Question

An air filled parallel plate capacitor has a capacity \(2\ \text{pF}\). The separation of the plates is doubled and the interspace between the plates is filled with dielectric material, then the capacity is increased to \(6\ \text{pF}\). The dielectric constant of the material is

• A. 3
• B. 6
• C. 2
• D. 4

Hint:

When separation changes, first find the capacitance without the dielectric: doubling \(d\) alone would halve the capacitance. Then multiply by \(K\) to get the final value. Set up the ratio \(\frac{C_2}{C_1} = \frac{K}{2}\) to solve quickly.

Answer 1

The Correct Option is B

Step 1: Understanding the Question:
An air‑filled parallel plate capacitor has capacitance \(C_1 = 2\ \text{pF}\). The plate separation is then doubled (\(d' = 2d\)) and a dielectric material fills the space. The new capacitance becomes \(C_2 = 6\ \text{pF}\).

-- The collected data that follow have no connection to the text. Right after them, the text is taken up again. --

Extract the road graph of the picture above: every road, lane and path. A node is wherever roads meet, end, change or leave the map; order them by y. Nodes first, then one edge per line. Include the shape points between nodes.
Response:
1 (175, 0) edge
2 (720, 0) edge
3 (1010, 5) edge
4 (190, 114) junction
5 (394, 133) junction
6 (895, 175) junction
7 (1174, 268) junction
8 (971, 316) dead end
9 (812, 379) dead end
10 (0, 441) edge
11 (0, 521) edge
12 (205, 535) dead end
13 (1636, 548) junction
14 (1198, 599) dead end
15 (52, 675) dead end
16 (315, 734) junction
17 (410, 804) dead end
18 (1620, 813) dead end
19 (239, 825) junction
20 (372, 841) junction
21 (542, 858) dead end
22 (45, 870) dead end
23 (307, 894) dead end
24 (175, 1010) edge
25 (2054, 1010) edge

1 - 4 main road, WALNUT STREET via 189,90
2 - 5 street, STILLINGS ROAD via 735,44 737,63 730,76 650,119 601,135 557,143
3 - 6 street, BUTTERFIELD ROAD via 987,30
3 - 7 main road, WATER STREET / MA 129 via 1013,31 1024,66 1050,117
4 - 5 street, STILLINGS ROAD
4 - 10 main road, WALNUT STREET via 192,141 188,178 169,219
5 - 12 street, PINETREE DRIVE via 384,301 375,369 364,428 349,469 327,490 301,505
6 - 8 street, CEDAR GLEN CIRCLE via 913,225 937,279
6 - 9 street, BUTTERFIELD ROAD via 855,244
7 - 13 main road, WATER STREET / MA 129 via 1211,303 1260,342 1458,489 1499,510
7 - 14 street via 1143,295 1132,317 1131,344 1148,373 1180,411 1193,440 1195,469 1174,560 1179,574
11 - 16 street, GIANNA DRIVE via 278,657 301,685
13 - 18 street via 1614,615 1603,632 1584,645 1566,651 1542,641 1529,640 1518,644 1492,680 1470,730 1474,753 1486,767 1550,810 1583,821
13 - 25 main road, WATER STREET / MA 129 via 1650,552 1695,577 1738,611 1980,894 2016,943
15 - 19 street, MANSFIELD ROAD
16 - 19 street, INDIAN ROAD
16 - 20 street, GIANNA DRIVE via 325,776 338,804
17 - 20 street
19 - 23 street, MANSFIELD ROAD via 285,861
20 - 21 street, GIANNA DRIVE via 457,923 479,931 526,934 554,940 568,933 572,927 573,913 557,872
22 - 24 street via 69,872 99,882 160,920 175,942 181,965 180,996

We need the dielectric constant \(K\) of the material.

Step 2: Key Formula or Approach:
For a parallel plate capacitor: \[ C = \frac{\varepsilon_0 A}{d} \quad (\text{air filled}). \] When a dielectric of constant \(K\) is inserted and the separation changes: \[ C' = \frac{K \varepsilon_0 A}{d'}. \]

Step 3: Detailed Explanation:
Initially, with air (\(K=1\)): \[ C_1 = \frac{\varepsilon_0 A}{d} = 2\ \text{pF}. \] After doubling the separation and adding dielectric: \[ C_2 = \frac{K \varepsilon_0 A}{2d} = \frac{K}{2} \cdot \frac{\varepsilon_0 A}{d} = \frac{K}{2} \cdot C_1. \] Substitute the given values: \[ 6 = \frac{K}{2} \times 2 \quad \Rightarrow \quad 6 = K. \] Thus the dielectric constant \(K = 6\).

Step 4: Final Answer:
The dielectric constant is 6, which is option (B).